Apparently the Cermak murder was orchestrated by David Yaras, a hit man for the Chicago Mafia (known as the Outfit) and a long-time friend of Jack Ruby. The story is that after the mob caught Zangara skimming mob funds, it ordered him to kill Cermak or face a terrible death.

Yaras had been involved with the Mafia's gambling interests in pre-Castro Cuba and after the fall of Batista he became the Chicago Mafia's liaison to the Cuban exile community.

Yaras had an office in the same Miami building as Santo Trafficante, Jr., don of the Tampa mob. Yaras had a son named Ronnie who ran a string of massage parlors and was murdered in 1974.

Many believe the man who murdered Yaras was a Trafficante associate named Sam "Fat Man" Cagnina, who in 1960 worked for the Key West Police Department before being fired for corruption.

(Two police informants linked Cagnina to the 1975 slaying in Miami of flashy Mafioso Johnny Rosselli, who helped organize attempts to kill Fidel Castro on behalf of the CIA and confessed before his death to playing a role in the Kennedy assassination.)

• • • • •

Also in last week's Soundings we claimed there are 13,983,816 ways to combine the six bouncing balls of Florida's lottery. Which is understated, points out Reader George Hurd, offering this math:

The lottery uses 53 numbers in 6 selections. The first selection can be any one of 53. The second, any one of 52. The third, any one of 51. The fourth, any one of 50. The fifth, any one of 49. The sixth, any one of 48.

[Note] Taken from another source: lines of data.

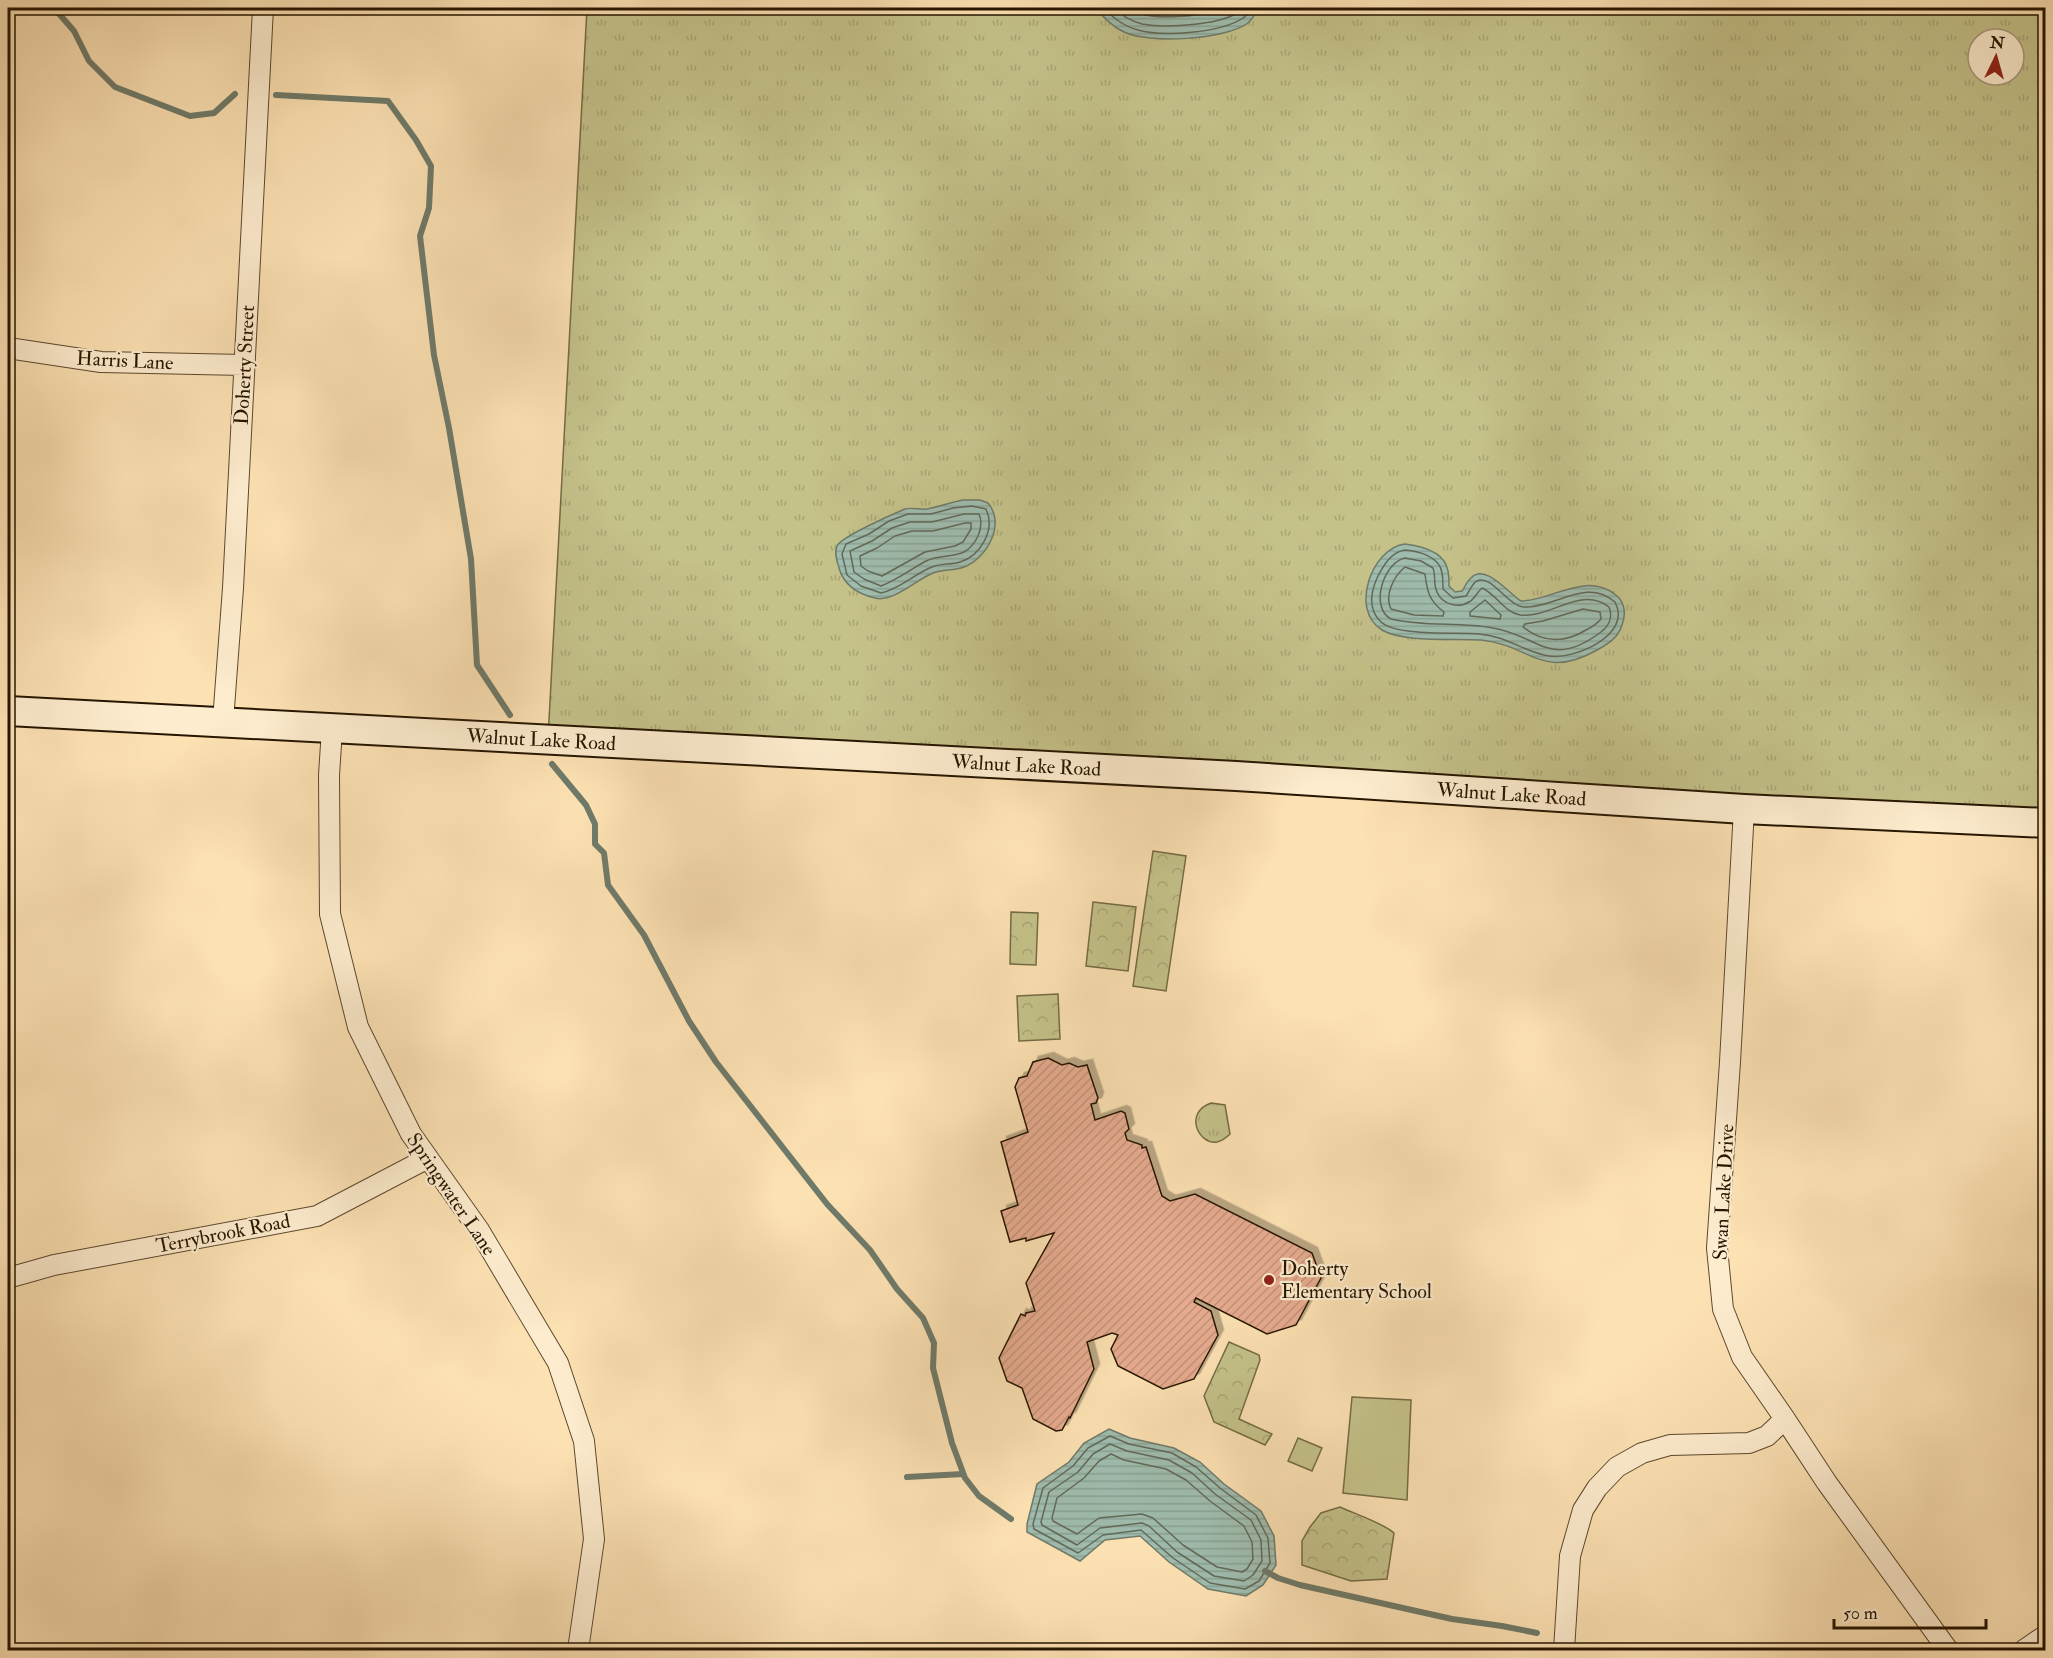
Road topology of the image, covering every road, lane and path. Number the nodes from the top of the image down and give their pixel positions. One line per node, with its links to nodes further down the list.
1 (263, 8): 3 (street, Doherty Street)
2 (8, 348): 3 (street, Harris Lane)
3 (244, 365): 5 (street, Doherty Street)
4 (8, 711): 5 (street, Walnut Lake Road)
5 (223, 722): 6 (street, Walnut Lake Road)
6 (332, 729): 7 (street, Walnut Lake Road); 9 (street, Springwater Lane)
7 (1744, 809): 8 (street, Walnut Lake Road); 11 (street, Swan Lake Drive)
8 (2046, 823)
9 (428, 1158): 10 (street, Terrybrook Road); 13 (street, Springwater Lane)
10 (8, 1278)
11 (1785, 1419): 14 (street); 15 (street, Swan Lake Drive)
12 (2046, 1635): 16 (street)
13 (578, 1650)
14 (1564, 1650)
15 (1948, 1650)
16 (2024, 1650)

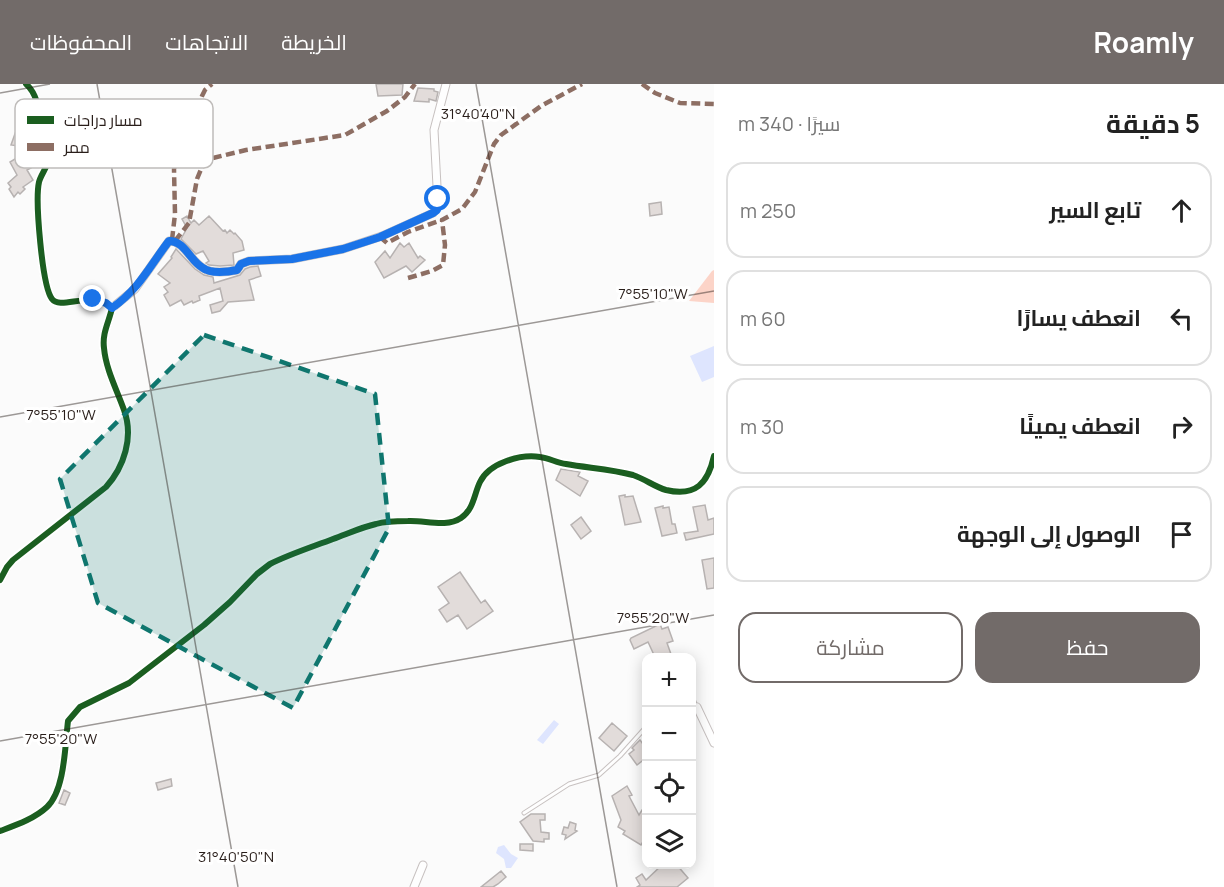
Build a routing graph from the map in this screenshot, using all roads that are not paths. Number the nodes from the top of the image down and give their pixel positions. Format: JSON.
{"nodes":[{"id":1,"x":26,"y":84,"type":"edge"},
{"id":2,"x":446,"y":84,"type":"edge"},
{"id":3,"x":35,"y":99,"type":"edge"},
{"id":4,"x":44,"y":168,"type":"edge"},
{"id":5,"x":112,"y":308,"type":"junction"},
{"id":6,"x":714,"y":456,"type":"edge"},
{"id":7,"x":713,"y":466,"type":"edge"},
{"id":8,"x":0,"y":580,"type":"edge"},
{"id":9,"x":697,"y":707,"type":"edge"},
{"id":10,"x":642,"y":731,"type":"edge"},
{"id":11,"x":714,"y":743,"type":"edge"},
{"id":12,"x":524,"y":813,"type":"dead end"},
{"id":13,"x":0,"y":831,"type":"edge"},
{"id":14,"x":423,"y":865,"type":"dead end"},
{"id":15,"x":414,"y":887,"type":"edge"}],
"edges":[{"from":1,"to":3,"type":"street"},
{"from":2,"to":5,"type":"street"},
{"from":4,"to":5,"type":"street"},
{"from":5,"to":8,"type":"street"},
{"from":6,"to":7,"type":"street"},
{"from":7,"to":13,"type":"street"},
{"from":9,"to":11,"type":"street"},
{"from":10,"to":12,"type":"lane"},
{"from":14,"to":15,"type":"street"}]}
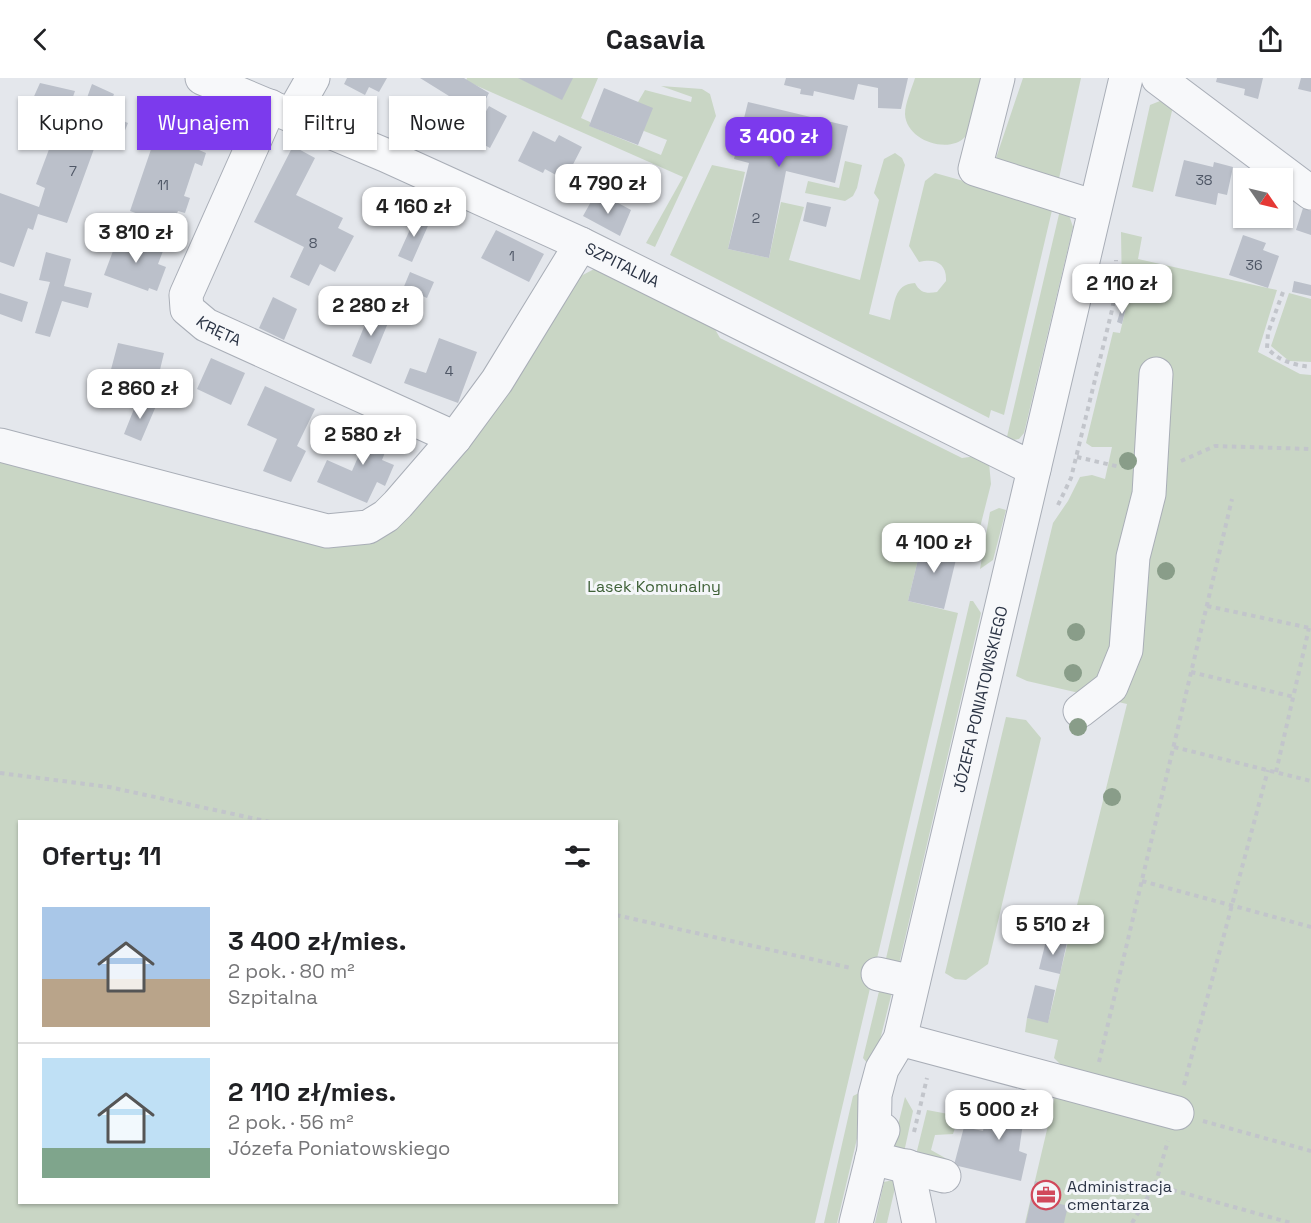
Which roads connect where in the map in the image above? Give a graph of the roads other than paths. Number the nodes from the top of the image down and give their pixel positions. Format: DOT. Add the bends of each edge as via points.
graph roads {
  1 [pos="202,78"];
  2 [pos="313,78"];
  3 [pos="998,78"];
  4 [pos="1126,78"];
  5 [pos="1158,78"];
  6 [pos="281,111"];
  7 [pos="1311,193"];
  8 [pos="1095,207"];
  9 [pos="581,244"];
  10 [pos="1156,374"];
  11 [pos="454,438"];
  12 [pos="0,445"];
  13 [pos="1034,469"];
  14 [pos="1080,711"];
  15 [pos="878,974"];
  16 [pos="913,982"];
  17 [pos="900,1040"];
  18 [pos="1176,1113"];
  19 [pos="873,1154"];
  20 [pos="906,1166"];
  21 [pos="944,1176"];
  22 [pos="856,1223"];
  23 [pos="919,1223"];
  1 -- 6 [label="street, SZPITALNA"];
  2 -- 6 [label="street, KRĘTA"];
  3 -- 8 [label="street" via="975,169"];
  4 -- 8 [label="street, JÓZEFA PONIATOWSKIEGO"];
  5 -- 7 [label="street"];
  6 -- 9 [label="street, SZPITALNA"];
  6 -- 11 [label="street, KRĘTA" via="186,295 186,309 206,325"];
  8 -- 13 [label="street, JÓZEFA PONIATOWSKIEGO"];
  9 -- 11 [label="street" via="497,381"];
  9 -- 13 [label="street, SZPITALNA"];
  10 -- 14 [label="street" via="1149,494 1133,557 1126,650 1111,687"];
  11 -- 12 [label="street" via="386,516 368,527 327,531"];
  13 -- 16 [label="street, JÓZEFA PONIATOWSKIEGO"];
  15 -- 16 [label="street"];
  16 -- 17 [label="street, JÓZEFA PONIATOWSKIEGO"];
  17 -- 18 [label="street"];
  17 -- 19 [label="street, JÓZEFA PONIATOWSKIEGO" via="902,1063 896,1101"];
  19 -- 20 [label="street"];
  19 -- 22 [label="street, JÓZEFA PONIATOWSKIEGO"];
  20 -- 21 [label="street"];
  20 -- 23 [label="street"];
}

The total of possible combinations will equal the total of multiplying 53 times 52 times 51 times 50 times 49 times 48. And that is 16,529,385,600.

• • • • •

Quote for the Week:

Sometimes I feel so way above

and believe me, above is not a very pleasant place.

You're alone there, and help is of no avail there.

That is the sorrow I see in God.

And no one can help him.

-- Gregory Nunzio Corso

(1930 - 2001)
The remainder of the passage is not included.